Keywords: Colon adenocarcinoma, mortality, fluoropyrimidine, oral, intravenous.
Orally active fluoropyrimidines such as capecitabine and UFT offer increased convenience and the possibility of an improved therapeutic ratio, and adjuvant chemotherapy with oral fluoropyrimidines is at least as effective as that with intravenous (IV) fluoropyrimidines for stage III colon cancer in the UK [1]. The benefits of oral fluoropyrimidine were addressed in a meta-analysis of Japanese trials involving 5 232 patients with resected stage I-III colon cancer who were randomly assigned to adjuvant oral fluoropyrimidine therapy or observation [2]. Overall, oral fluoropyrimidine reduced the risk of death by 15%, but the absolute survival benefit for patients with stage III disease was only 2.5% [2].
Although recent trials suggest that the magnitude of benefit of oral fluoropyrimidine is at least equivalent to that of IV fluoropyrimidine [3, 4], these trials were performed in Western countries and Japan and had a relatively short follow-up time (≤5 years) [3-6]. In addition, adjuvant fluoropyrimidine for colon cancer has been associated with more treatment-related toxicity in US patients taking oral fluoropyrimidine than in European and Japanese patients taking IV fluoropyrimidine [7]. Tolerability to adjuvant oral fluoropyrimidine varies, with East Asian patients having the lowest and US patients the highest prevalence rates of adverse effects, dose reductions, and drug discontinuations [7]. Moreover, oral fluoropyrimidine should be used cautiously in older patients with more treatment-related toxicity [7]. However, data are inadequate for Chinese patients with resected stage II or III colon adenocarcinoma receiving adjuvant therapy. The Taiwanese government reports that 95%-97% of Taiwan's population is Han Cancer, which includes Hoklo, Hakka, and other ethnic groups originating from mainland China [8, 9]. Considering this ethnic distribution, it is reasonable to extrapolate data of Taiwanese patients to Chinese patients with colon adenocarcinoma. It remains unclear whether adjuvant oral fluoropyrimidine has an equal survival effect to adjuvant IV fluoropyrimidine for Taiwanese patients with colon adenocarcinoma and whether sex, pathologic stage, age, or tumor location influences this effect.
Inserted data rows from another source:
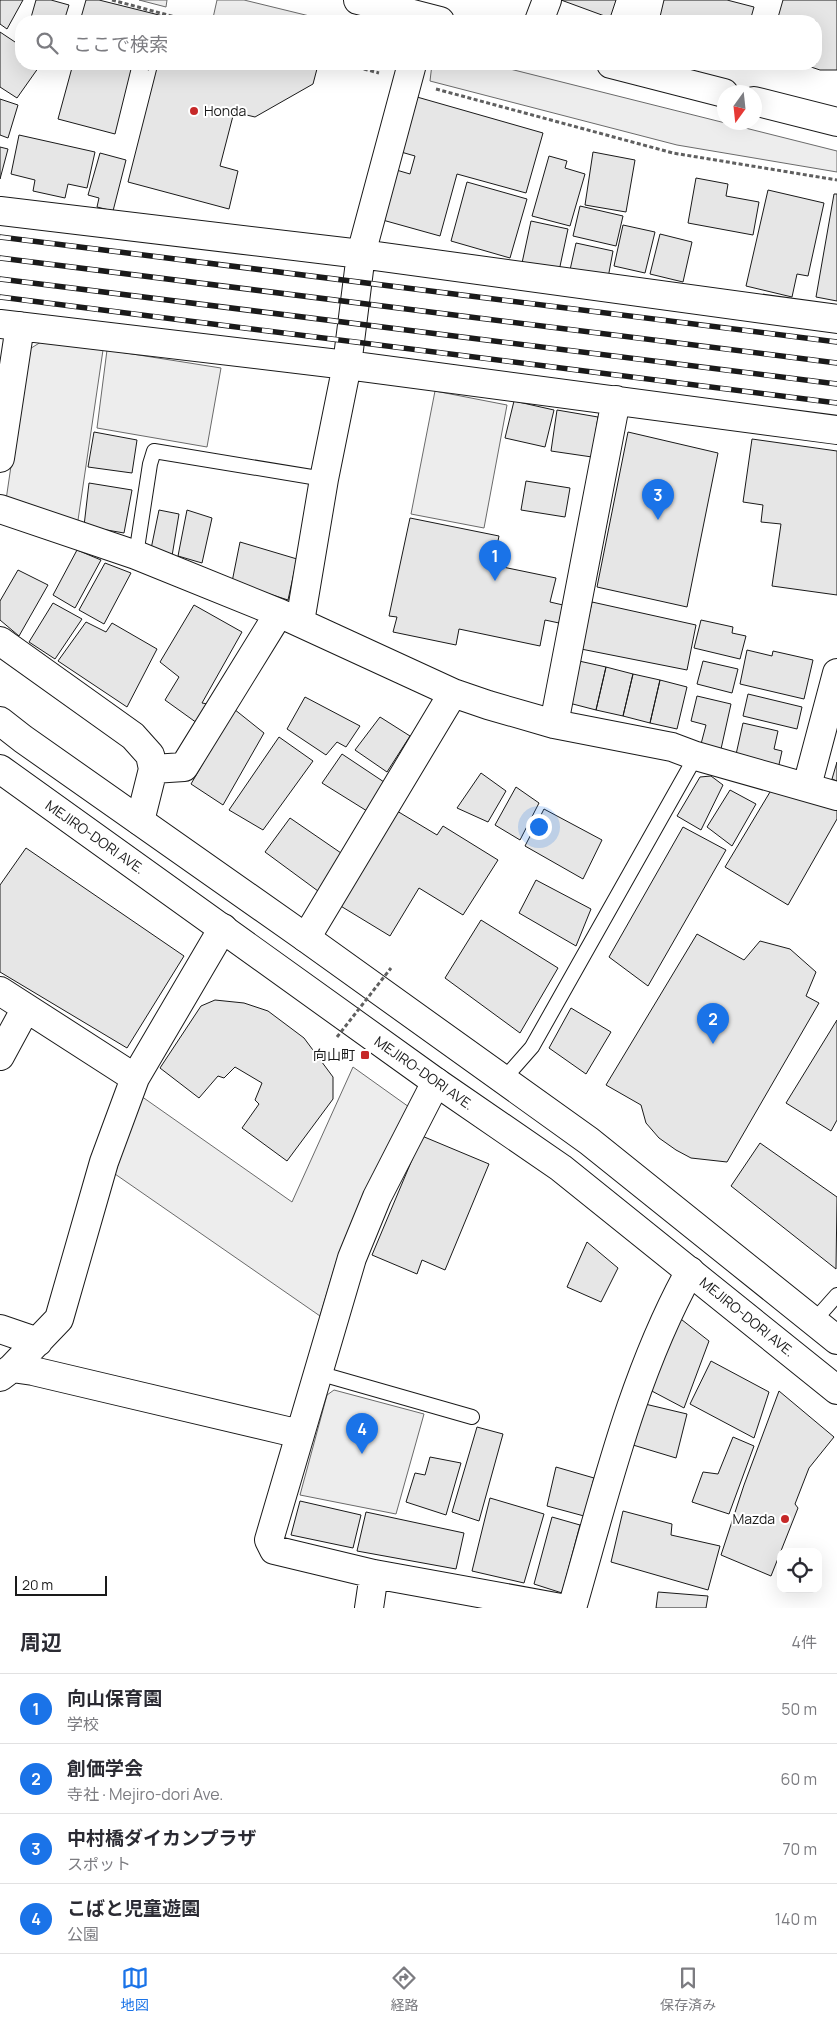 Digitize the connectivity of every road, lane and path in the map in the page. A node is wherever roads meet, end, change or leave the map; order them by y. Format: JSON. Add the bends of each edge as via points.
{"nodes":[{"id":1,"x":112,"y":0,"type":"edge"},
{"id":2,"x":358,"y":0,"type":"edge"},
{"id":3,"x":547,"y":0,"type":"edge"},
{"id":4,"x":168,"y":15,"type":"edge"},
{"id":5,"x":410,"y":15,"type":"edge"},
{"id":6,"x":541,"y":15,"type":"edge"},
{"id":7,"x":394,"y":70,"type":"edge"},
{"id":8,"x":634,"y":70,"type":"edge"},
{"id":9,"x":410,"y":72,"type":"edge"},
{"id":10,"x":717,"y":91,"type":"edge"},
{"id":11,"x":762,"y":103,"type":"edge"},
{"id":12,"x":837,"y":122,"type":"edge"},
{"id":13,"x":837,"y":180,"type":"edge"},
{"id":14,"x":0,"y":211,"type":"edge"},
{"id":15,"x":361,"y":254,"type":"junction"},
{"id":16,"x":837,"y":320,"type":"edge"},
{"id":17,"x":10,"y":325,"type":"edge"},
{"id":18,"x":347,"y":365,"type":"junction"},
{"id":19,"x":616,"y":400,"type":"junction"},
{"id":20,"x":837,"y":430,"type":"edge"},
{"id":21,"x":0,"y":458,"type":"edge"},
{"id":22,"x":324,"y":479,"type":"junction"},
{"id":23,"x":0,"y":509,"type":"edge"},
{"id":24,"x":136,"y":556,"type":"junction"},
{"id":25,"x":290,"y":618,"type":"junction"},
{"id":26,"x":0,"y":642,"type":"edge"},
{"id":27,"x":837,"y":673,"type":"edge"},
{"id":28,"x":453,"y":693,"type":"junction"},
{"id":29,"x":0,"y":721,"type":"edge"},
{"id":30,"x":554,"y":724,"type":"junction"},
{"id":31,"x":696,"y":756,"type":"junction"},
{"id":32,"x":0,"y":769,"type":"edge"},
{"id":33,"x":153,"y":769,"type":"junction"},
{"id":34,"x":807,"y":786,"type":"junction"},
{"id":35,"x":837,"y":796,"type":"edge"},
{"id":36,"x":140,"y":821,"type":"junction"},
{"id":37,"x":223,"y":928,"type":"junction"},
{"id":38,"x":306,"y":938,"type":"junction"},
{"id":39,"x":391,"y":968,"type":"dead end"},
{"id":40,"x":0,"y":991,"type":"edge"},
{"id":41,"x":26,"y":1008,"type":"junction"},
{"id":42,"x":337,"y":1037,"type":"dead end"},
{"id":43,"x":0,"y":1056,"type":"edge"},
{"id":44,"x":135,"y":1078,"type":"junction"},
{"id":45,"x":503,"y":1080,"type":"junction"},
{"id":46,"x":436,"y":1082,"type":"junction"},
{"id":47,"x":690,"y":1271,"type":"junction"},
{"id":48,"x":837,"y":1295,"type":"edge"},
{"id":49,"x":813,"y":1322,"type":"junction"},
{"id":50,"x":0,"y":1329,"type":"edge"},
{"id":51,"x":837,"y":1340,"type":"edge"},
{"id":52,"x":38,"y":1342,"type":"junction"},
{"id":53,"x":6,"y":1373,"type":"edge"},
{"id":54,"x":318,"y":1373,"type":"junction"},
{"id":55,"x":837,"y":1390,"type":"edge"},
{"id":56,"x":472,"y":1417,"type":"dead end"},
{"id":57,"x":300,"y":1434,"type":"junction"},
{"id":58,"x":374,"y":1574,"type":"junction"},
{"id":59,"x":534,"y":1605,"type":"edge"},
{"id":60,"x":369,"y":1608,"type":"edge"},
{"id":61,"x":561,"y":1608,"type":"edge"},
{"id":62,"x":572,"y":1608,"type":"edge"}],
"edges":[{"from":1,"to":4,"type":"path"},
{"from":2,"to":5,"type":"street"},
{"from":3,"to":6,"type":"street"},
{"from":7,"to":9,"type":"path"},
{"from":8,"to":10,"type":"street"},
{"from":9,"to":13,"type":"path","via":[[673,153]]},
{"from":9,"to":15,"type":"street"},
{"from":11,"to":12,"type":"street"},
{"from":14,"to":15,"type":"street"},
{"from":15,"to":16,"type":"street"},
{"from":15,"to":18,"type":"street"},
{"from":17,"to":18,"type":"street"},
{"from":17,"to":21,"type":"street"},
{"from":18,"to":19,"type":"street"},
{"from":18,"to":22,"type":"street"},
{"from":19,"to":20,"type":"street"},
{"from":19,"to":30,"type":"street"},
{"from":22,"to":24,"type":"lane","via":[[154,451]]},
{"from":22,"to":25,"type":"street"},
{"from":23,"to":24,"type":"street"},
{"from":24,"to":25,"type":"street"},
{"from":25,"to":28,"type":"street"},
{"from":25,"to":33,"type":"street","via":[[184,767]]},
{"from":26,"to":33,"type":"street","via":[[133,736],[150,755]]},
{"from":27,"to":34,"type":"street"},
{"from":28,"to":30,"type":"street"},
{"from":28,"to":38,"type":"street"},
{"from":29,"to":36,"type":"street"},
{"from":30,"to":31,"type":"street","via":[[672,747]]},
{"from":31,"to":34,"type":"street"},
{"from":31,"to":45,"type":"lane","via":[[532,1047]]},
{"from":32,"to":37,"type":"street","name":"MEJIRO-DORI AVE."},
{"from":33,"to":36,"type":"street"},
{"from":34,"to":35,"type":"street"},
{"from":36,"to":38,"type":"street"},
{"from":37,"to":44,"type":"street"},
{"from":37,"to":46,"type":"street","name":"MEJIRO-DORI AVE."},
{"from":38,"to":45,"type":"street"},
{"from":39,"to":42,"type":"path","bridge":true},
{"from":40,"to":41,"type":"street"},
{"from":41,"to":43,"type":"street"},
{"from":41,"to":44,"type":"street"},
{"from":44,"to":52,"type":"street","via":[[104,1162],[59,1320]]},
{"from":45,"to":49,"type":"street","via":[[589,1141]]},
{"from":46,"to":47,"type":"street","name":"MEJIRO-DORI AVE.","via":[[561,1168]]},
{"from":46,"to":54,"type":"street","via":[[376,1197],[352,1258]]},
{"from":47,"to":55,"type":"street","name":"MEJIRO-DORI AVE."},
{"from":47,"to":62,"type":"street","via":[[674,1300],[631,1406]]},
{"from":48,"to":49,"type":"lane"},
{"from":49,"to":51,"type":"street"},
{"from":50,"to":52,"type":"street"},
{"from":52,"to":53,"type":"street"},
{"from":53,"to":57,"type":"street","via":[[32,1371]]},
{"from":54,"to":56,"type":"lane"},
{"from":54,"to":57,"type":"street"},
{"from":57,"to":58,"type":"street","via":[[269,1540],[274,1550]]},
{"from":58,"to":59,"type":"street"},
{"from":58,"to":60,"type":"street"},
{"from":59,"to":61,"type":"street"}]}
In Taiwan, oral fluoropyrimidines are used as adjuvant therapy for stage II and III colon cancer. S-1 has not been approved for adjuvant therapy in stage II-III colon cancer by the Taiwan National Health Insurance Administration Ministry of Health and Welfare; it has been approved only for metastatic colon cancer when combined with IV oxaliplatin. Thus, in Taiwan, use of oral fluoropyrimidine has been relatively homogeneous for adjuvant therapy of stage II-III colon cancer. UFT and capecitabine are both orally bioavailable prodrugs that are converted to 5-fluorouracil (5-FU) through several enzymatic steps (acylamidase isoenzyme A, cytidine deaminase, and the cytochrome P(CYP)450 system in the liver), the last of which is mediated by thymidine phosphorylase (TP) in cancer cells [10, 11]. In general, TP is overexpressed in colon cancer [12]. which makes oral fluoropyrimidine chemotherapy suitable. Therefore, TP is a valid predictive biomarker for oral fluoropyrimidines [13]. However, the liver enzymes or TP in patients with colon cancer might differ with respect to age, sex, and tumor stage or location [12-14]. No study has investigated the differences in survival effects of adjuvant oral fluoropyrimidines with respect to age, sex, pathologic stage, and tumor location for high-risk stage II or III colon adenocarcinoma. Therefore, we conducted a propensity score (PS)-matched study to estimate the survival effects of adjuvant oral or IV fluoropyrimidine in patients with high-risk stage II and III colon adenocarcinoma after resection surgery.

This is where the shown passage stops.